PROVIDED MATERIAL Block Start
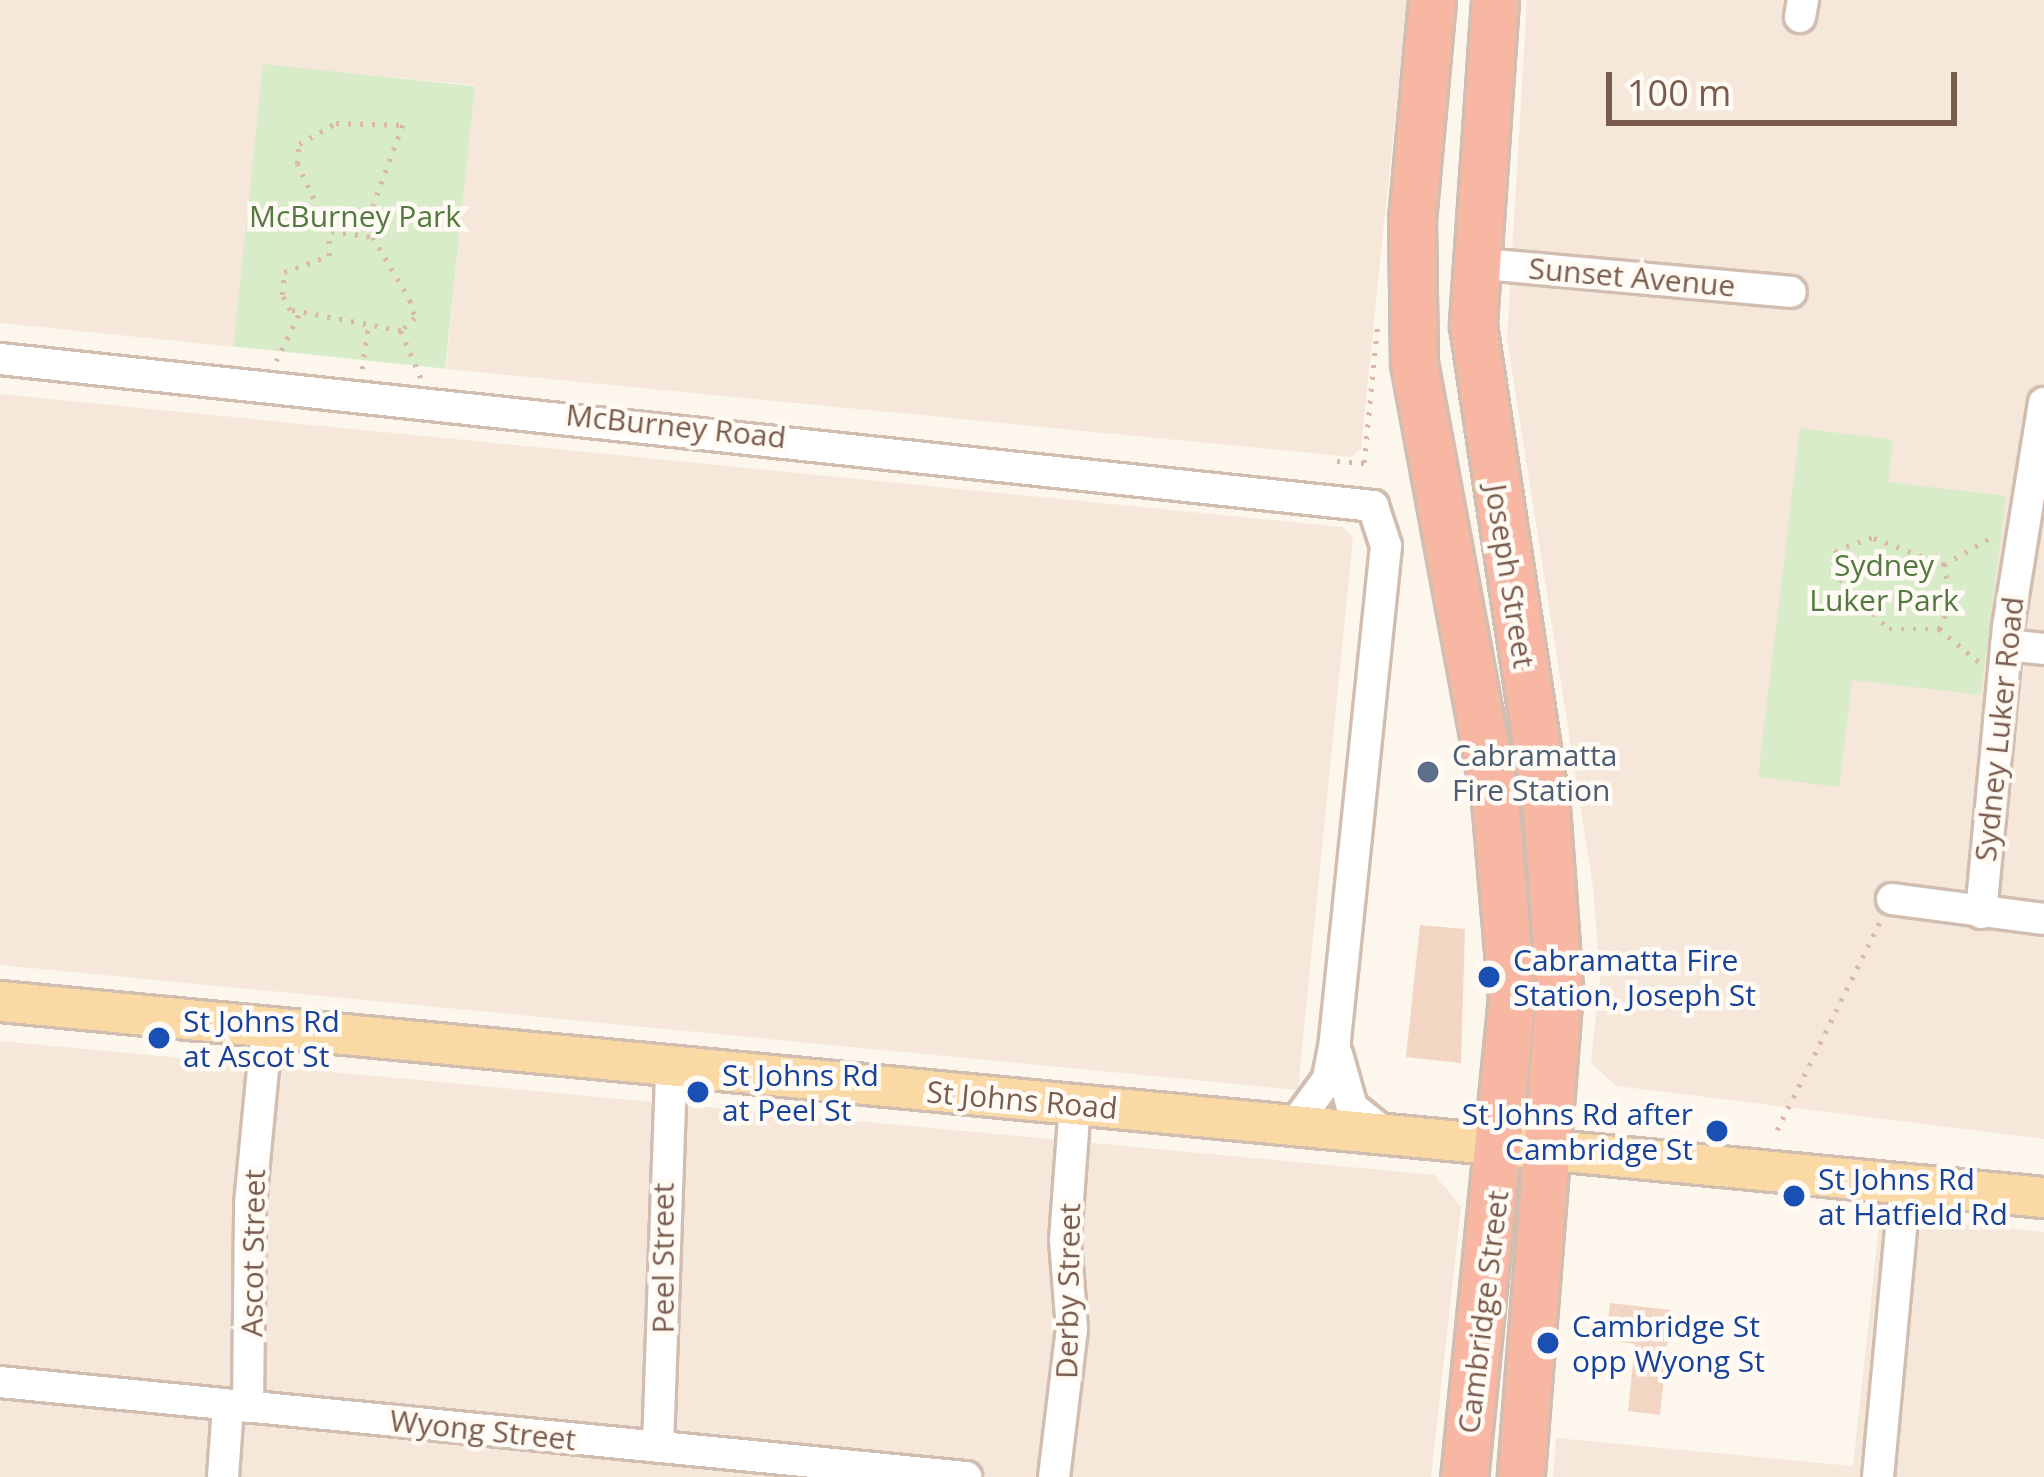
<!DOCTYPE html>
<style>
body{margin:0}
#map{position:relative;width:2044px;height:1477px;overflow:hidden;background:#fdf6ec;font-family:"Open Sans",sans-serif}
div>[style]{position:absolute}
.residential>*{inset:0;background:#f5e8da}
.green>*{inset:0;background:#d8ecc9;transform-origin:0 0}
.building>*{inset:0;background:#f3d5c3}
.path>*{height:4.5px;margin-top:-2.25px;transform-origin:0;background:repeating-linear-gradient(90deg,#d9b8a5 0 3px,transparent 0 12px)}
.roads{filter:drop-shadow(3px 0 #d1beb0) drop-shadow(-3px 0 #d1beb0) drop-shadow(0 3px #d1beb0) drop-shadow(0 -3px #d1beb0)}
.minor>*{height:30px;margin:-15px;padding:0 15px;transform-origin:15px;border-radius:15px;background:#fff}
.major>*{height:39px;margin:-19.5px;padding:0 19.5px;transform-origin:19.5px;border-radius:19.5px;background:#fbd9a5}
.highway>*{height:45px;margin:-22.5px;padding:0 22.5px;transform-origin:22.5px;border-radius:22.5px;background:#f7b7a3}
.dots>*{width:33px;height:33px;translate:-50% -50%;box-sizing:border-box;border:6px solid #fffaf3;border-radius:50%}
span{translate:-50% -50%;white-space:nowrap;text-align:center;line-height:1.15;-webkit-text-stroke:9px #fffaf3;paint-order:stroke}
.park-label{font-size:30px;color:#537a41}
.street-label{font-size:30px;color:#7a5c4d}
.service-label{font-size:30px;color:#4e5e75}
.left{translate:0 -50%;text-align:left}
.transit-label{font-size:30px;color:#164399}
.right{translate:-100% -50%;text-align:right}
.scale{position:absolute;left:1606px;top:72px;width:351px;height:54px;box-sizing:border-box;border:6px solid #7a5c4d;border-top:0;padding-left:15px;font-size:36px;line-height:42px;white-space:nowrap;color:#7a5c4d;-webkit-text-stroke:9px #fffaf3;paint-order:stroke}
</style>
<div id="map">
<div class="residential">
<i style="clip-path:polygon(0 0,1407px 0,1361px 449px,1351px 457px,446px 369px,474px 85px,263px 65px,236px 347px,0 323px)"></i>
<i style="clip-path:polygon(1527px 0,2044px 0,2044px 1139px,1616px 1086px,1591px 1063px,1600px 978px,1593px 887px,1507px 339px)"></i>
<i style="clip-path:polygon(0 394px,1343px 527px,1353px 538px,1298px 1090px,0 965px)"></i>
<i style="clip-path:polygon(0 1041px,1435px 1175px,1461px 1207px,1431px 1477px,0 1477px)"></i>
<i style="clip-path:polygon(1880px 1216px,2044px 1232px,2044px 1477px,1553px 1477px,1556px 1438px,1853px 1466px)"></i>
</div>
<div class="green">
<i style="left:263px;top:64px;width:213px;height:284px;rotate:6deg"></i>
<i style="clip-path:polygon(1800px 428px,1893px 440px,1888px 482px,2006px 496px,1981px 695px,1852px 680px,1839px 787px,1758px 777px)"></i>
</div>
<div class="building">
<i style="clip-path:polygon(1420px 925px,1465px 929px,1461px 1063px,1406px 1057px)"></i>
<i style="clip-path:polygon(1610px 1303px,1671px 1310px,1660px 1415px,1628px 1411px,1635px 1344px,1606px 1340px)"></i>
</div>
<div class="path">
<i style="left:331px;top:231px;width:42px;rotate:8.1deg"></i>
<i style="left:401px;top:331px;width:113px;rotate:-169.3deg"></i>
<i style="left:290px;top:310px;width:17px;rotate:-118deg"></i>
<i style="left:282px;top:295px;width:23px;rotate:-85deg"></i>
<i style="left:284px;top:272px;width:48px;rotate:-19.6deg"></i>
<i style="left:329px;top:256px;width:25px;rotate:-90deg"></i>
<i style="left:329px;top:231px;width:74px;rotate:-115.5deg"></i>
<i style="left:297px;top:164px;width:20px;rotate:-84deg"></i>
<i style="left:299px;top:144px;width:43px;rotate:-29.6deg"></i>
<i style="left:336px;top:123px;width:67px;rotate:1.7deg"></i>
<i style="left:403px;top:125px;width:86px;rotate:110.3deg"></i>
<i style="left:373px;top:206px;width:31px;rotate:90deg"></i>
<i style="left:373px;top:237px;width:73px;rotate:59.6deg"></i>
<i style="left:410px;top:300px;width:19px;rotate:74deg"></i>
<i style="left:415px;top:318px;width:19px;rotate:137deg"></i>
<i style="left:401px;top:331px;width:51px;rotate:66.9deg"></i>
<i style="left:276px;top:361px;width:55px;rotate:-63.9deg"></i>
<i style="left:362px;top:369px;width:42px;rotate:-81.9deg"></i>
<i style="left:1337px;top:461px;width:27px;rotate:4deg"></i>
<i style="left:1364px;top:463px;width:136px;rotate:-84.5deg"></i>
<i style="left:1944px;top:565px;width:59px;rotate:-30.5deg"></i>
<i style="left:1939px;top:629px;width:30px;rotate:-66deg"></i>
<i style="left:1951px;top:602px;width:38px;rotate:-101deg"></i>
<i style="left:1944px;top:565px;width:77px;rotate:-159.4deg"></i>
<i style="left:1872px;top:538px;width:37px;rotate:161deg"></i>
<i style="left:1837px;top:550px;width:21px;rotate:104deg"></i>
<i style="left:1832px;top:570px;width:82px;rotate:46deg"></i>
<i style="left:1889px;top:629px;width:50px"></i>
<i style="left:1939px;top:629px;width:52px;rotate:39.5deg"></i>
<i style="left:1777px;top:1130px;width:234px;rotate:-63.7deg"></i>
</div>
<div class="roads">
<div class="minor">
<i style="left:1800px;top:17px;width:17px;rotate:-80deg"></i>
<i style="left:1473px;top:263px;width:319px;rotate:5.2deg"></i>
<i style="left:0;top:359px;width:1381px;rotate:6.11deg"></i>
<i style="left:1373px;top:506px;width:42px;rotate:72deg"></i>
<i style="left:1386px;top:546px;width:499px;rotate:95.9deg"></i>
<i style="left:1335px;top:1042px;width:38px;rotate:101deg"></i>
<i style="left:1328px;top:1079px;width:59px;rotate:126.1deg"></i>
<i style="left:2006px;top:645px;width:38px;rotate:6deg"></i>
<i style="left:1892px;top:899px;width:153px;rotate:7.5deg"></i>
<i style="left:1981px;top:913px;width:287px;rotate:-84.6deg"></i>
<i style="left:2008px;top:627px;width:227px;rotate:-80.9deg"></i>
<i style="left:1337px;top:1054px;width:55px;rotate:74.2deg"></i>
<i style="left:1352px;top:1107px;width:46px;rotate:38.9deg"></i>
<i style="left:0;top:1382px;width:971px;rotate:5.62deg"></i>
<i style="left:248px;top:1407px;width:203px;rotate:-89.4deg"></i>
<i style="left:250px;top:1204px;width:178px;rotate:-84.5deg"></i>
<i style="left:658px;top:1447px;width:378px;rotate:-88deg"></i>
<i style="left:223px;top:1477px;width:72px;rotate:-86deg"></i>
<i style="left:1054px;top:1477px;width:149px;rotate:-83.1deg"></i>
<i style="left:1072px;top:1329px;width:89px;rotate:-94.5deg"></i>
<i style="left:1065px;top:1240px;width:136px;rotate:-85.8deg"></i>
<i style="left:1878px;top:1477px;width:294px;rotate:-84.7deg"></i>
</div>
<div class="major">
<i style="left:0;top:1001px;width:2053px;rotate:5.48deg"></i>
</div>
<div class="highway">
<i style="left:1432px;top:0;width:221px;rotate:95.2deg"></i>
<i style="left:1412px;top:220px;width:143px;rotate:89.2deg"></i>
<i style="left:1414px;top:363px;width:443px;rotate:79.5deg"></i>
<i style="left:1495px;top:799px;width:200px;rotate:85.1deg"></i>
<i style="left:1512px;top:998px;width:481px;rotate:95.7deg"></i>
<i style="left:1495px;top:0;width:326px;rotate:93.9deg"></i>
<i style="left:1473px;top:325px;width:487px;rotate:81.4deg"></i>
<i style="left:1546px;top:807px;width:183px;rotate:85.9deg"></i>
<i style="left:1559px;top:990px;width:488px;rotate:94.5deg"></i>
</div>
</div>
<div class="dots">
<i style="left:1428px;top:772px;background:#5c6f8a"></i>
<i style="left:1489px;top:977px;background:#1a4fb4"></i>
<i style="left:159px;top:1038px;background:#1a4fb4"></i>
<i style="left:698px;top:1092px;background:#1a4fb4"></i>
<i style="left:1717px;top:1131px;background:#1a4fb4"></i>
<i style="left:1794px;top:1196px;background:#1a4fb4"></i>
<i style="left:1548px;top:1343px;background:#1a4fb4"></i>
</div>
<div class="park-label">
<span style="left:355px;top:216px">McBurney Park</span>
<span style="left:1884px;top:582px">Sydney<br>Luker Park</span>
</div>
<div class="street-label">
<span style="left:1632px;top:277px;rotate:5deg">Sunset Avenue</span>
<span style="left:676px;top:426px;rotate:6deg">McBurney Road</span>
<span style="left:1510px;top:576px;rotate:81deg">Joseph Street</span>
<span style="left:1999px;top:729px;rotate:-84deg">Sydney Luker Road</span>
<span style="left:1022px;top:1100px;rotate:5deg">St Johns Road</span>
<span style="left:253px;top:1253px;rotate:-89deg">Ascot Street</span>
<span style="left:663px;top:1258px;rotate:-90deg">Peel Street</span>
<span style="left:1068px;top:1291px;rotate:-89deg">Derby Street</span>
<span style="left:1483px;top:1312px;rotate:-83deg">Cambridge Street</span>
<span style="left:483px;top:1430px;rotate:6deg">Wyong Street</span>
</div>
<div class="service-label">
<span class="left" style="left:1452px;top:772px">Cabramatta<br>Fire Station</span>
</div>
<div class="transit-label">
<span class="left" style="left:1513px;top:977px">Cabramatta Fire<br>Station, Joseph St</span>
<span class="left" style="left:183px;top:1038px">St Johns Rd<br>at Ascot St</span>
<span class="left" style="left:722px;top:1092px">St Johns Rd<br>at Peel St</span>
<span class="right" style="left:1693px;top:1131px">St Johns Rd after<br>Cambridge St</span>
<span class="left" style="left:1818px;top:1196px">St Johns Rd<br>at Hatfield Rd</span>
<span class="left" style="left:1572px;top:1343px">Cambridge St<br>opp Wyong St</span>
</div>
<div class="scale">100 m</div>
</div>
PROVIDED MATERIAL Block End
In the records above, find each line that mentions the string "scale", then copy it.

**WRITTEN ANSWER**
.scale{position:absolute;left:1606px;top:72px;width:351px;height:54px;box-sizing:border-box;border:6px solid #7a5c4d;border-top:0;padding-left:15px;font-size:36px;line-height:42px;white-space:nowrap;color:#7a5c4d;-webkit-text-stroke:9px #fffaf3;paint-order:stroke}
<div class="scale">100 m</div>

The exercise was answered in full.